** MATERIAL SUPPLIED follows **
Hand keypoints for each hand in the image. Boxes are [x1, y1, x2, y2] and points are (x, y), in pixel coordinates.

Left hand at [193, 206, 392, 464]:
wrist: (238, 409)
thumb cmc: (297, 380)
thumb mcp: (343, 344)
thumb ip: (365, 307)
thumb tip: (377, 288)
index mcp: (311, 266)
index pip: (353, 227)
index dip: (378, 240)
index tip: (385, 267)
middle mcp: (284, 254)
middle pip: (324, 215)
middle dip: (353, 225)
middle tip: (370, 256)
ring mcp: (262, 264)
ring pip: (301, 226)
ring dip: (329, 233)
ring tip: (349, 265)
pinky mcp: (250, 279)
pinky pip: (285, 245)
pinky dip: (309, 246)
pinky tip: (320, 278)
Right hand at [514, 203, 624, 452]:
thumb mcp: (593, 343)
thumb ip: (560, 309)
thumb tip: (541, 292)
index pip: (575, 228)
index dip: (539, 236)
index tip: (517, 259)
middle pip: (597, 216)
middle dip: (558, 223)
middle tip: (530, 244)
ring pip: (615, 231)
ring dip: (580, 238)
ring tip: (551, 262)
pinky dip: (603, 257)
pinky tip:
** End of MATERIAL SUPPLIED **
YOUR OBJECTIVE |
From the entries above, show each line that includes the string "middle".

RESULT OF THIS TASK |
middle mcp: (284, 254)
middle pip: (324, 215)
middle dip: (353, 225)
middle tip: (370, 256)
middle pip: (597, 216)
middle dip: (558, 223)
middle tip: (530, 244)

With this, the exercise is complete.